# WHAT THE TASK ASKS:
Only one stretch of the data below is wanted: the lines from the one with "middle tip: (1347, 983)" through the one with "index pip: (1339, 916)", repeated exactly.

--- DATA FOR REVIEW Enclosed Below ---

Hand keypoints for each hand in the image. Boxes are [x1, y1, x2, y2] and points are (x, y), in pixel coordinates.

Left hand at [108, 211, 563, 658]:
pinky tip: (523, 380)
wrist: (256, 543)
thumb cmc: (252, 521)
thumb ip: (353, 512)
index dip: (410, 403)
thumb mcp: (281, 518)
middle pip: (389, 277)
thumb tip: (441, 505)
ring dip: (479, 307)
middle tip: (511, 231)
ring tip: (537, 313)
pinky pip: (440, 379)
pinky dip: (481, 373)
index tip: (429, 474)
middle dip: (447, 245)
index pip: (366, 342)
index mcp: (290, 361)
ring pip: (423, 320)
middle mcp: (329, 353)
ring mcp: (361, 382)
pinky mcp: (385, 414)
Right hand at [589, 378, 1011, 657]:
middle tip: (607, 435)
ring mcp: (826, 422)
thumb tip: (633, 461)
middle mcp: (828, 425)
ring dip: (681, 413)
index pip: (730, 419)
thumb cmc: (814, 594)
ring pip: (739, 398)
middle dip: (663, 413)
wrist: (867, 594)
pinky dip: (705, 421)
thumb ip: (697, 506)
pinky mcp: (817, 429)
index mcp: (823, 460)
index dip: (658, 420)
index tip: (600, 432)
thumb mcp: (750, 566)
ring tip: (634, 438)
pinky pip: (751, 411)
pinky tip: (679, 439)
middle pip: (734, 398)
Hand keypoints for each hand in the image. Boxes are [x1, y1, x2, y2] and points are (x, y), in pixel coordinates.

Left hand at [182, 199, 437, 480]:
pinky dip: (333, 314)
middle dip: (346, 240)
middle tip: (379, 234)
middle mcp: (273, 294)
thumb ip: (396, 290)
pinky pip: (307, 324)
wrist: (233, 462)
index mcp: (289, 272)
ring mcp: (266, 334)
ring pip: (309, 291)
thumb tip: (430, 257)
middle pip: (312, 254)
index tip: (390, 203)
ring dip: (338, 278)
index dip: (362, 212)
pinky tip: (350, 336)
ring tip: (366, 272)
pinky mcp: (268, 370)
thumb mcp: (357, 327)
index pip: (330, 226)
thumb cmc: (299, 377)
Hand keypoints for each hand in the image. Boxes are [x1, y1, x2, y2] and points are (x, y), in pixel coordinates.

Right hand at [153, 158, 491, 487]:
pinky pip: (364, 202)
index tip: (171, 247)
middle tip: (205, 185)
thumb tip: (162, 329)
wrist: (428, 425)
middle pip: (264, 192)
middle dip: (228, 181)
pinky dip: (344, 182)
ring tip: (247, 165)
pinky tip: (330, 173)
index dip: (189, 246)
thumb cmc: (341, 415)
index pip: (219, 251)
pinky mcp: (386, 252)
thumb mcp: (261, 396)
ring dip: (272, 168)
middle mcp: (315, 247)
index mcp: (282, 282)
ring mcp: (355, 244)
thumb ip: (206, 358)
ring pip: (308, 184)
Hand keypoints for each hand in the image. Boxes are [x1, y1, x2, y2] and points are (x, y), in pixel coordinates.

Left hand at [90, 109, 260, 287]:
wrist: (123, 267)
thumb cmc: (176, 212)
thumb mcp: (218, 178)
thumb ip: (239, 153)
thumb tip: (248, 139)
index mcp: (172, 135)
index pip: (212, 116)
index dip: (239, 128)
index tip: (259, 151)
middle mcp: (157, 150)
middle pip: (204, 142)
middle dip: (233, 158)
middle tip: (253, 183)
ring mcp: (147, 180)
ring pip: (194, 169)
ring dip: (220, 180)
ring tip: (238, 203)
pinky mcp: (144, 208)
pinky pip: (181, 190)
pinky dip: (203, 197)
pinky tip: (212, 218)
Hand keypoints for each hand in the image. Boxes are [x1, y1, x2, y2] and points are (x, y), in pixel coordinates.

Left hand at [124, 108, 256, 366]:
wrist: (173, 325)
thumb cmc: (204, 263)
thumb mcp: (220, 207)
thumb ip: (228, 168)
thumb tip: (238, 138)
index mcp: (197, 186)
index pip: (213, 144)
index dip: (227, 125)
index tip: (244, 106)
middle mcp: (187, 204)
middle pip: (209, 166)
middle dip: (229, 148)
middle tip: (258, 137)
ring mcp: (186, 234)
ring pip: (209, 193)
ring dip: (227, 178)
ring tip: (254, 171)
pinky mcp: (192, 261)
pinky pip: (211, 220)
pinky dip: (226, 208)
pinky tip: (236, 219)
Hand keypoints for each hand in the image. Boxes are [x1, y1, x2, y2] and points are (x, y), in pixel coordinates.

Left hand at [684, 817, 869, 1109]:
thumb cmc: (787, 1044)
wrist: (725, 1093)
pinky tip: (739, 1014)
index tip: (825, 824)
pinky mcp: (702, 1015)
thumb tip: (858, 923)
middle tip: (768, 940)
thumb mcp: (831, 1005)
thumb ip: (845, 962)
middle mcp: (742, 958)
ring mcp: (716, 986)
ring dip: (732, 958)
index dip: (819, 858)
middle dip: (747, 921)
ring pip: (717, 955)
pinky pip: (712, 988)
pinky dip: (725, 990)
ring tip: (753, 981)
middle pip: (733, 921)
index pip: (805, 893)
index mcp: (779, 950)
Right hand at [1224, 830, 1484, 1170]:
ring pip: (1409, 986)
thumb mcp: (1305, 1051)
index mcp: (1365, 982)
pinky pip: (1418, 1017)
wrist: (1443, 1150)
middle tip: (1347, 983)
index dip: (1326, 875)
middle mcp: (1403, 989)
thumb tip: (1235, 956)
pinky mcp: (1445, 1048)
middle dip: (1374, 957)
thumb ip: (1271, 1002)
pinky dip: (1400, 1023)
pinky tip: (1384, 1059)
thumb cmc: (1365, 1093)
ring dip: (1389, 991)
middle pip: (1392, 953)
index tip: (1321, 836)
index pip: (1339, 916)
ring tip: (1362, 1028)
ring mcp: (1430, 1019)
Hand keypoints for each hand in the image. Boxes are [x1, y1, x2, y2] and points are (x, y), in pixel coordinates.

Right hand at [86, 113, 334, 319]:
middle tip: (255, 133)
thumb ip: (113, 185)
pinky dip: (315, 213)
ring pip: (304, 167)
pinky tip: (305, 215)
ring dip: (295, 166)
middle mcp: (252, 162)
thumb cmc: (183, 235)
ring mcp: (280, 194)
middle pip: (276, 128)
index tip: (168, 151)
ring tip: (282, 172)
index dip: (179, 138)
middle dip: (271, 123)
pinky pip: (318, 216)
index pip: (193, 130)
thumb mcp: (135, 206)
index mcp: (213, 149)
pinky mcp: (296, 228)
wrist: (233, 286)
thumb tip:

--- End of Enclosed DATA FOR REVIEW ---

# EXPECTED OUTPUT:
middle tip: (1347, 983)
index dip: (1326, 875)
middle mcp: (1403, 989)
thumb tip: (1235, 956)
pinky mcp: (1445, 1048)
middle dip: (1374, 957)
thumb ip: (1271, 1002)
pinky dip: (1400, 1023)
pinky tip: (1384, 1059)
thumb cmc: (1365, 1093)
ring dip: (1389, 991)
middle pip: (1392, 953)
index tip: (1321, 836)
index pip: (1339, 916)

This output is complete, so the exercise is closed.